Tony, 38 and Alison, 36, are expatriates from the UK with two children Alice two and David, four. Tony works for a multinational electronics company in Hong Kong. His contract was initially for three years, but he has recently been localised so that the family will remain in Hong Kong indefinitely. Tony’s company will pay for schooling until Alice and David reach 18, but he and his wife are both concerned about the cost of providing a University education for their children in a few years.

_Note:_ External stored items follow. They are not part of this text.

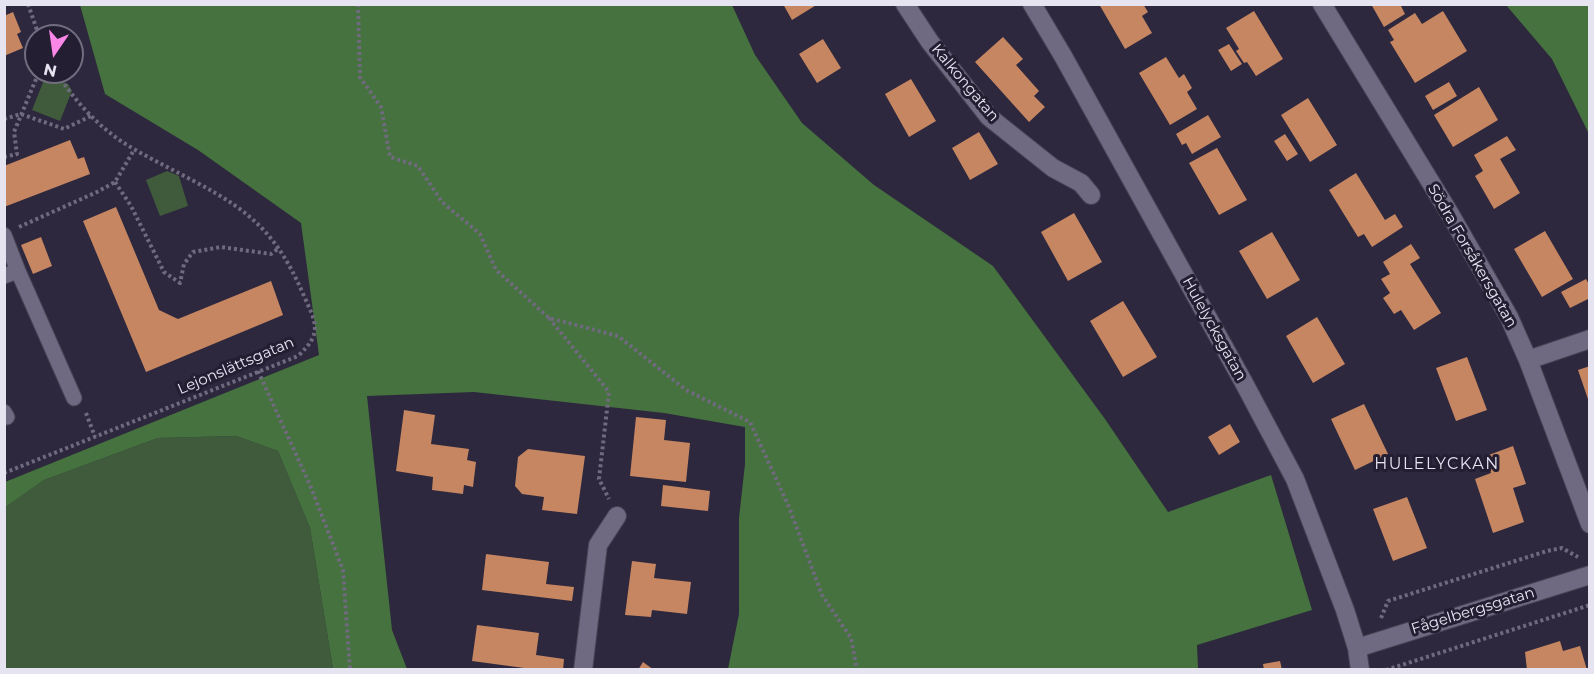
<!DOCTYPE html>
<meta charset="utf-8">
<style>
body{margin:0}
#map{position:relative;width:1594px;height:674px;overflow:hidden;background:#2d283d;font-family:Montserrat,sans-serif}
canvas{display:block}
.frame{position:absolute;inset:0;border:6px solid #e7e4f2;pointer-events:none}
.north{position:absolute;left:24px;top:24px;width:60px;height:60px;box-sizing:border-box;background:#241e32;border:2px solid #726d7f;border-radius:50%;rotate:193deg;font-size:16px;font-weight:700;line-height:24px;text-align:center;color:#e7e4f2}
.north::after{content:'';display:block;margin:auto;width:21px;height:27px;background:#fa87e7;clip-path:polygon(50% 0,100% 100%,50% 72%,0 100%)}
</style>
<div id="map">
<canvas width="1594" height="674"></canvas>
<div class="frame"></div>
<div class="north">N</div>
</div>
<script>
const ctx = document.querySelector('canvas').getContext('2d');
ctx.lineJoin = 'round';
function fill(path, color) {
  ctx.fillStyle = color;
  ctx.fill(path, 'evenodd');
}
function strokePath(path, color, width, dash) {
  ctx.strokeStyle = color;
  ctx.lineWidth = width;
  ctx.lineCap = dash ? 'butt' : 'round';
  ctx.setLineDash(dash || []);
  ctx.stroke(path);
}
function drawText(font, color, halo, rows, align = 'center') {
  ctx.font = font + ' Montserrat,sans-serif';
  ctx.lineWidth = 6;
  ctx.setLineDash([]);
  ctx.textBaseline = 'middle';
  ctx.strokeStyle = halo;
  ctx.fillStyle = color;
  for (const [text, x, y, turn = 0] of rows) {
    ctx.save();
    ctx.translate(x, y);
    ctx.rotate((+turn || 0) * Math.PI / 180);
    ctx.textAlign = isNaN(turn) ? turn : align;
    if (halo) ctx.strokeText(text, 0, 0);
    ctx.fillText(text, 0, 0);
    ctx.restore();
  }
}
const green = new Path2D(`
 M 46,75 L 68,84 L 72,91 L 60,121 L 32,110 Z
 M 167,171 L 179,176 L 188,206 L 160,216 L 146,180 Z
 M 236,436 L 278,451 L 310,528 L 333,669 L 5,669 L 4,507 L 44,480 L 158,438 Z`);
const forest = new Path2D(`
 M 80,5 L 732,5 L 755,55 L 802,123 L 874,185 L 993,266 L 1105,419 L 1168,512 L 1271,475 L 1312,610 L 1197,645 L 1198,669 L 728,669 L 739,614 L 739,518 L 745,464 L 745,427 L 664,413 L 474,392 L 367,396 L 392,630 L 407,669 L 333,669 L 310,528 L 278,451 L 236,436 L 158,438 L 44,480 L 5,507 L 5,482 L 319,355 L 301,223 L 198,150 L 105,94 Z
 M 1506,5 L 1589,5 L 1589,134 L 1552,59 Z`);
const building = new Path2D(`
 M 783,4 L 818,4 L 792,20 Z
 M 1099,4 L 1143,4 L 1148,12 L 1142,16 L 1152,33 L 1125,49 Z
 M 1371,4 L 1400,4 L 1405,14 L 1384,27 Z
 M 1254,11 L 1283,59 L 1256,76 L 1247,62 L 1244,63 L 1236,51 L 1239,49 L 1226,28 Z
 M 1443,11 L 1467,51 L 1415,83 L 1390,42 L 1394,40 L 1388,30 L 1415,13 L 1422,24 Z
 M 13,12 L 21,32 L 17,34 L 23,48 L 4,56 L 4,16 Z
 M 1003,37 L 1023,59 L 1016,65 L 1039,91 L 1034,96 L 1045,107 L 1029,122 L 975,62 Z
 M 823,39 L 841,68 L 817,83 L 799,54 Z
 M 1229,44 L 1242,64 L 1231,71 L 1218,50 Z
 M 1166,57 L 1179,78 L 1184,74 L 1192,88 L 1187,92 L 1197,109 L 1170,125 L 1139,73 Z
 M 911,79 L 936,121 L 909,137 L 885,94 Z
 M 1449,82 L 1457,96 L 1433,110 L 1425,96 Z
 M 1479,87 L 1498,120 L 1453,147 L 1434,115 Z
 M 1308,98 L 1337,145 L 1310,162 L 1281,115 Z
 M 1208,115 L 1221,137 L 1192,154 L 1186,143 L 1182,145 L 1176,134 Z
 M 979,132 L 998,164 L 970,180 L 952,148 Z
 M 1285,134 L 1298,154 L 1287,161 L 1274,141 Z
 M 1507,136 L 1516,150 L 1500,159 L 1520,193 L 1494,209 L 1475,176 L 1483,171 L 1474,155 Z
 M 70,140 L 78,159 L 84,157 L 90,174 L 4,207 L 4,166 Z
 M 1217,148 L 1247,200 L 1219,215 L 1189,163 Z
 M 1356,173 L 1385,220 L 1395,214 L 1403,227 L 1372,247 L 1364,234 L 1358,237 L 1329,190 Z
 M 116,207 L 159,310 L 178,319 L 271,281 L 283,315 L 146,372 L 83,221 Z
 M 1074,213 L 1102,262 L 1068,281 L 1041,232 Z
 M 1545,231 L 1573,279 L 1542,297 L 1514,249 Z
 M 1272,232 L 1300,280 L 1267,299 L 1239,251 Z
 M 41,237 L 52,266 L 33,274 L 21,245 Z
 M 1411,244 L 1420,258 L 1410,264 L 1441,313 L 1414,330 L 1401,310 L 1394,314 L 1383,298 L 1390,293 L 1381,279 L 1390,274 L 1383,262 Z
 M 1586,279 L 1590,286 L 1590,298 L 1570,308 L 1561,292 Z
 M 1123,301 L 1157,357 L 1123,377 L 1090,321 Z
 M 1317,317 L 1345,364 L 1313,383 L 1286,336 Z
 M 1467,357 L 1487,410 L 1456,421 L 1436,368 Z
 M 1590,366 L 1590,402 L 1589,402 L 1578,370 Z
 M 1364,404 L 1388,454 L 1355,470 L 1331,419 Z
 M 404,410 L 435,415 L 431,444 L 469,449 L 467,460 L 476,462 L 473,487 L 464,485 L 463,494 L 432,490 L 433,477 L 396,471 Z
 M 636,417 L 666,420 L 664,440 L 690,443 L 686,482 L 630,476 Z
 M 1230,424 L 1240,442 L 1219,455 L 1208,437 Z
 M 1513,446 L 1526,484 L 1513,488 L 1524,522 L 1493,533 L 1475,479 L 1491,473 L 1486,456 Z
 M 528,449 L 585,456 L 577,514 L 542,510 L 544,497 L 522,494 L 515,486 L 518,457 Z
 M 663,485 L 710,491 L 708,511 L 661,506 Z
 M 1407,497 L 1427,548 L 1393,561 L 1373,509 Z
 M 486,554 L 549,562 L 546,584 L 574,587 L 572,601 L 482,590 Z
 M 632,561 L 656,564 L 654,578 L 691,582 L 687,614 L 652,610 L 651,617 L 625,615 Z
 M 477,625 L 539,633 L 536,655 L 564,659 L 563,670 L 539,670 L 472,661 Z
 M 1560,641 L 1563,651 L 1580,646 L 1587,670 L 1527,670 L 1525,652 Z
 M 1280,661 L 1282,670 L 1264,670 L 1263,664 Z
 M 643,662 L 654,670 L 638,670 Z`);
const path = new Path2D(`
 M 28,4 L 39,36
 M 358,4 L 360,77 L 381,107 L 390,157 L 418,166 L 442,202 L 480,234 L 496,270 L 549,318 L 618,336 L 686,390 L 750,422 L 789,507 L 822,595 L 851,638 L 857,670
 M 4,119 L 21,114 L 64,129 L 91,116
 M 4,157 L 17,154 L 14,132 L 39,72
 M 115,182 L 131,206 L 164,272 L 180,283 L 184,264 L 193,252 L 221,247 L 271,254 L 279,248
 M 19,227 L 97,192 L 115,182 L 134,150
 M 549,318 L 609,392 L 599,479 L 609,499
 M 258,371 L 310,485 L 343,570 L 350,670
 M 86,413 L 95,437
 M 4,473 L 298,356 C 323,333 316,323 304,296 C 272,221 238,204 169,168 C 152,159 134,150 118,139 C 93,121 73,98 56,72
 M 1381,618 L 1388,601 L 1547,551 L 1562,548 L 1578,557
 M 1386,670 L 1590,605`);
const lane = new Path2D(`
 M 4,235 L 18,271
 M 4,276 L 18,271 L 74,398
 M 4,412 L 7,417`);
const street = new Path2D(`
 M 905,4 L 930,42 L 989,117 L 1053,168 L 1081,183 L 1091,195
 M 1032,4 L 1063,56 L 1244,383 L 1295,479 L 1345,610 L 1357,648 L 1360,670
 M 1322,4 L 1450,214 L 1509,317 L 1528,360 L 1590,524
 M 1528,360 L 1590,339
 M 1357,648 L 1590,575
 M 583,670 L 598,545 L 617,516`);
const streetNames = [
 ["Kalkongatan",965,83,50],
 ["Södra Forsåkersgatan",1472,256,60],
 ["Hulelycksgatan",1214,329,61],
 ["Lejonslättsgatan",236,366,-23],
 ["Fågelbergsgatan",1473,611,-17]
];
const neighbourhoodNames = [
 ["HULELYCKAN",1437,464]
];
fill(green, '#3f5b3b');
fill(forest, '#45723e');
fill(building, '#c68662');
strokePath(lane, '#484355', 17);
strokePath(street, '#484355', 20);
strokePath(path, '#6f6a7d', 4, [3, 3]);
strokePath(lane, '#6f6982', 15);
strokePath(street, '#6f6982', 18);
drawText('15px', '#e7e4f2', '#241e32', streetNames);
ctx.letterSpacing = '1.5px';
drawText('16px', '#e7e4f2', '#241e32', neighbourhoodNames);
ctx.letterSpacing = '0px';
</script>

Their Platinum Consultant conducted a thorough analysis of Tony & Alison’s situation and prioritised education planning as their number one objective. Tony & Alison agreed that they would need the equivalent of £20,000 per school year per child starting in 14 years. They assumed that each university course would run for four years, and so they would need to generate a fund equivalent to £160,000 in today’s terms. Inflation can be very damaging to plans, and so they factored this in at 3% per annum, meaning that they need to generate a fund of £242,000 to meet their target. Platinum’s Consultant explained the various saving options offered by different providers and advised the need to commit to disciplined savings to afford the University costs.
Tony and Alison completed a Risk Profile Questionnaire that determined their attitude to risk as ‘balanced’. Platinum’s Consultant then advised on appropriate funds to choose from. As a result, Tony and Alison contribute approximately £1,000/month into a regular savings plan, giving them peace of mind that they will now be able to afford the education they would like to give their children.